→ **ASSIGNMENT**:
Examine each line of the listing below. Copy those in which the string "ГУДАМЖ" appears.

→ **PROVIDED DATA**:
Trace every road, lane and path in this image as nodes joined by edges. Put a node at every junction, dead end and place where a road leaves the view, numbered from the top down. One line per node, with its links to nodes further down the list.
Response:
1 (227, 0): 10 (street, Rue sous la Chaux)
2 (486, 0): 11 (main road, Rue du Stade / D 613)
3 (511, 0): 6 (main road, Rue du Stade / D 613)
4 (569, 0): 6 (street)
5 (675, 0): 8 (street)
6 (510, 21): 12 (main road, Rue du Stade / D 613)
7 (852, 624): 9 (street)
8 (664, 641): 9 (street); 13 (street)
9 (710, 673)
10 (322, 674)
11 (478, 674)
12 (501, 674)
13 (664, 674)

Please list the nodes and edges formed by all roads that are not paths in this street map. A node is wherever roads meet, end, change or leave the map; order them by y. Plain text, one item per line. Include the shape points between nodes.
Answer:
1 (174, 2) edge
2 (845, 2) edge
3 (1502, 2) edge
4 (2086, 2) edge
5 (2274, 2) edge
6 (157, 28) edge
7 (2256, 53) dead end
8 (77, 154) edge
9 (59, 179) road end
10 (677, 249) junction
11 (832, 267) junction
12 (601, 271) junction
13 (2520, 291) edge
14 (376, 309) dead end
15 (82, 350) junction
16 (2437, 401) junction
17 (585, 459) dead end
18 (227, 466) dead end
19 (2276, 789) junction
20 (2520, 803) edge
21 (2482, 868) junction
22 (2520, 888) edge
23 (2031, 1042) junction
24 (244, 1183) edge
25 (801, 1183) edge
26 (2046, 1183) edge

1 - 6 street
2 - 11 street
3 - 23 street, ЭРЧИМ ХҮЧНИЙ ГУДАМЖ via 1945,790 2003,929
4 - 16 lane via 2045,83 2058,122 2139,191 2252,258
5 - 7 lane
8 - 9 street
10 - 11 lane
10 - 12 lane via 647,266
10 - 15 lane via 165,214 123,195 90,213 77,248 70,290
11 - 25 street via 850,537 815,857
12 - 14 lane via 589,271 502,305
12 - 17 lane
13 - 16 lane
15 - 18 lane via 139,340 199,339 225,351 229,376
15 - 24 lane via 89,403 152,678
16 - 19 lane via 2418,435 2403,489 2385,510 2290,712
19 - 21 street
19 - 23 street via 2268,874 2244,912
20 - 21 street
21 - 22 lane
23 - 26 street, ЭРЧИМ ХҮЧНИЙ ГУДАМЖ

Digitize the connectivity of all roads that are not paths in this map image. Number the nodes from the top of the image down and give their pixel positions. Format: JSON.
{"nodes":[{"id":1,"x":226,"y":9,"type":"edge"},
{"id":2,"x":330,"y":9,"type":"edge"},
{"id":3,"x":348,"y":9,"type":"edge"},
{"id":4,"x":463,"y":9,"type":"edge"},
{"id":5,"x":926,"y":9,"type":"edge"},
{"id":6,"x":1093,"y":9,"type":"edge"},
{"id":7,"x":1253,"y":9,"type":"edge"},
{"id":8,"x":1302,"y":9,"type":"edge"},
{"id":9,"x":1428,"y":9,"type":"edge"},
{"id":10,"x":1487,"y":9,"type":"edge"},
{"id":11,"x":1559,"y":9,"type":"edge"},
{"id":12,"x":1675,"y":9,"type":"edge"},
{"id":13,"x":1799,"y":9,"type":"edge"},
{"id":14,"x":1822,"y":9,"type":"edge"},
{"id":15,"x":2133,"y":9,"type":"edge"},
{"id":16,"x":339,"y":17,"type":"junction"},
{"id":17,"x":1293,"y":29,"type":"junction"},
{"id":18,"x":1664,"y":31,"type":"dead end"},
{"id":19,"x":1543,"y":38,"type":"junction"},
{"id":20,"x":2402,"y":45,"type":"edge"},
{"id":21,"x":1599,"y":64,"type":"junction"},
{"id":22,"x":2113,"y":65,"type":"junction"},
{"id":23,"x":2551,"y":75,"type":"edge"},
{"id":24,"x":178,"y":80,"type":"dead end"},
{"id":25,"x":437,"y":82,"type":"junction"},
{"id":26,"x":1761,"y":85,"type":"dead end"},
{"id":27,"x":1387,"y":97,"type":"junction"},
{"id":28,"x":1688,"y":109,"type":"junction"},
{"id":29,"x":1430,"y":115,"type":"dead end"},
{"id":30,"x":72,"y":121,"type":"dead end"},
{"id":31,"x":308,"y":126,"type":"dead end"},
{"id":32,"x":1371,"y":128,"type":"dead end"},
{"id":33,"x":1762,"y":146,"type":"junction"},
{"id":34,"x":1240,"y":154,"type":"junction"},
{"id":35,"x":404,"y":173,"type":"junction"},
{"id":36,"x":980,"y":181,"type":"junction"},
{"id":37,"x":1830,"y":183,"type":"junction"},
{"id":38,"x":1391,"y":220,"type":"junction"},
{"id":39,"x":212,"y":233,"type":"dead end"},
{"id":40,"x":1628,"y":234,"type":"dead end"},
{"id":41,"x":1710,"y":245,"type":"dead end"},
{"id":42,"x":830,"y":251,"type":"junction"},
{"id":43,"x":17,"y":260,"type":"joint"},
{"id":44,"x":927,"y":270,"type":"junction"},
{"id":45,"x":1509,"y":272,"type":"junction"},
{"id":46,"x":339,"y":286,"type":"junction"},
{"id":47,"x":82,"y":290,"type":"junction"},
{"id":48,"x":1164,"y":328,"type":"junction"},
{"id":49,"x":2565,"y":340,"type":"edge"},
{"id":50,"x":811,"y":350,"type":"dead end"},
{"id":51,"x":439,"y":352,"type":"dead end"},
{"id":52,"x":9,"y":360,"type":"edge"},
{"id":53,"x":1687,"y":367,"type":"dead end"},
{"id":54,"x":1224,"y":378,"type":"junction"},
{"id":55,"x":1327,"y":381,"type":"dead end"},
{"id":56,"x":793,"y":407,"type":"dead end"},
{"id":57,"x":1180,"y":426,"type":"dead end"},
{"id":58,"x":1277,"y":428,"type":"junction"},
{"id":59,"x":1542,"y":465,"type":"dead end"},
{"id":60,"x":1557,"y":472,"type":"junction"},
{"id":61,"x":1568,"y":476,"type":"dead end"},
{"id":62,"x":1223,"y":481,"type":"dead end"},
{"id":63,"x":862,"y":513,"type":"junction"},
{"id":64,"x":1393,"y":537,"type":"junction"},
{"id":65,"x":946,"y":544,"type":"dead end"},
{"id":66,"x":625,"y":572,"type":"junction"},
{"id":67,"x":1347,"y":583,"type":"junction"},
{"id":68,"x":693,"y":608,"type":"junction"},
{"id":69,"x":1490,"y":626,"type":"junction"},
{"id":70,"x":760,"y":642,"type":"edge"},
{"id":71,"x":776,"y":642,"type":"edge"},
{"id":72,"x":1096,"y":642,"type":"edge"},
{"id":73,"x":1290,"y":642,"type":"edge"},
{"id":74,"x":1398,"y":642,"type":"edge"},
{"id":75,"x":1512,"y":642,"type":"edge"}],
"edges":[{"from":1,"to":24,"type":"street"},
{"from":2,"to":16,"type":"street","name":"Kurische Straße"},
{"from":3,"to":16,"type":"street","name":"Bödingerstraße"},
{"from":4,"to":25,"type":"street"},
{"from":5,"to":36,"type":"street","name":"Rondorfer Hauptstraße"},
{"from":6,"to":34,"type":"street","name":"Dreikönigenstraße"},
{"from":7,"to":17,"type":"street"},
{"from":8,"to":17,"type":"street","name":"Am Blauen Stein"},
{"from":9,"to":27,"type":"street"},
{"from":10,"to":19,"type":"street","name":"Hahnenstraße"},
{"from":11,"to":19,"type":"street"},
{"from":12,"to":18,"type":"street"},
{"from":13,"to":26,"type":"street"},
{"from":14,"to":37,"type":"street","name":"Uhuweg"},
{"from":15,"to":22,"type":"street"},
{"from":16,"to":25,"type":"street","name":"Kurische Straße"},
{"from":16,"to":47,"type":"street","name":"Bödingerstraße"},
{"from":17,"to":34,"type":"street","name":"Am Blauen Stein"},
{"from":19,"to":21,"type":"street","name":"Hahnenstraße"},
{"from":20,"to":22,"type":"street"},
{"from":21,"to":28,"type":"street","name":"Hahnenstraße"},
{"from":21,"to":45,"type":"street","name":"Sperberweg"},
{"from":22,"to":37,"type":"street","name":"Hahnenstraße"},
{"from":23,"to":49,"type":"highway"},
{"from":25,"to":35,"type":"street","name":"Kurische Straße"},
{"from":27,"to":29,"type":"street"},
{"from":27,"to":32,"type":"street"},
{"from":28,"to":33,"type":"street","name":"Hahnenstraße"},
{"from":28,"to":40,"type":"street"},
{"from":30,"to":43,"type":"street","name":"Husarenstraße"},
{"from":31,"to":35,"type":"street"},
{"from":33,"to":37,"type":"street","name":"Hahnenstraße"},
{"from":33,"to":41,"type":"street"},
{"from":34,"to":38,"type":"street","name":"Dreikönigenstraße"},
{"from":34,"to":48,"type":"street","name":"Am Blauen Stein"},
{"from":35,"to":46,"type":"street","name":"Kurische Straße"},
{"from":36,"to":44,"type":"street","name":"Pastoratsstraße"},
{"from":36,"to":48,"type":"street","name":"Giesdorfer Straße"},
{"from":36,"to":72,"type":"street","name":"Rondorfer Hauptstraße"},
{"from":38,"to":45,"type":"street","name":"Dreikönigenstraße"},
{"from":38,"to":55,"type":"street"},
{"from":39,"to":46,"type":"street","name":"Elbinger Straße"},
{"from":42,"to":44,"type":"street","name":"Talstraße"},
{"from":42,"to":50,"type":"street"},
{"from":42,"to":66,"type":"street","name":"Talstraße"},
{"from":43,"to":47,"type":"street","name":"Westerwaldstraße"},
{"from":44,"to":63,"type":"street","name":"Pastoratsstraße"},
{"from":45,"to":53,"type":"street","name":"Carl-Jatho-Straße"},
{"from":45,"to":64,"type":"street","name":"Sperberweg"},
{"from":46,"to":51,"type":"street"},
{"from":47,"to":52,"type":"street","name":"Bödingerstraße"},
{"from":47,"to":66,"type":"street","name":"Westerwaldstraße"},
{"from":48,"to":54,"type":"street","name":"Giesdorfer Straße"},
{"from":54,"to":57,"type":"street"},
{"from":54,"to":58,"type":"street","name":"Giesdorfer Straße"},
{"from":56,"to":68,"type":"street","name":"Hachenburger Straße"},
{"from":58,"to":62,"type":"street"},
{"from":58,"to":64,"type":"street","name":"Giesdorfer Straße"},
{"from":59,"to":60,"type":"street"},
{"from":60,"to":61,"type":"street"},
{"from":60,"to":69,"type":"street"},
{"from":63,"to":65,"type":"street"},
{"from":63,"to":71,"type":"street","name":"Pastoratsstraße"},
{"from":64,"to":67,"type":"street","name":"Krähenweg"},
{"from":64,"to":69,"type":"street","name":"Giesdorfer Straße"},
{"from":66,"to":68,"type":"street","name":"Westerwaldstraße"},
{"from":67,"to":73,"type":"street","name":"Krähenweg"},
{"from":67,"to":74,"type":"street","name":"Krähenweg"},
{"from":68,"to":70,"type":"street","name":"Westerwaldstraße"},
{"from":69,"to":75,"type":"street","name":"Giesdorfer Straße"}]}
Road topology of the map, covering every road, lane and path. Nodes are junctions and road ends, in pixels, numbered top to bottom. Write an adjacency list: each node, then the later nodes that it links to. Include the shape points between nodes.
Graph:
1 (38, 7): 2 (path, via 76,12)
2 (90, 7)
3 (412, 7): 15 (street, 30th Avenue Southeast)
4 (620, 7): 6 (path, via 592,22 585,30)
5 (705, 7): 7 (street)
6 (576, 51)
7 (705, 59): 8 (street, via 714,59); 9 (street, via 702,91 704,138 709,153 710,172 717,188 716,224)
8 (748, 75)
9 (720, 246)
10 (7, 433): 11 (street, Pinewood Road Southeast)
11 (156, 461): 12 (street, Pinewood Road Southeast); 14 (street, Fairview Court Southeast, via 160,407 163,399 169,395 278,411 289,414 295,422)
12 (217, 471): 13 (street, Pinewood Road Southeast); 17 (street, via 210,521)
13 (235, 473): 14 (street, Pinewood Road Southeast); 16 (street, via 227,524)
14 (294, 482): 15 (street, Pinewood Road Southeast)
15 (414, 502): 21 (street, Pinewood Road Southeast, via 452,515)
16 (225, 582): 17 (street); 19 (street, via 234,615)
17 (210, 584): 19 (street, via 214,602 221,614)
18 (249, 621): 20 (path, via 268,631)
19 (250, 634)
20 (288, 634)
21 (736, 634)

→ **SOLUTION TO THE EXERCISE**:
3 - 23 street, ЭРЧИМ ХҮЧНИЙ ГУДАМЖ via 1945,790 2003,929
23 - 26 street, ЭРЧИМ ХҮЧНИЙ ГУДАМЖ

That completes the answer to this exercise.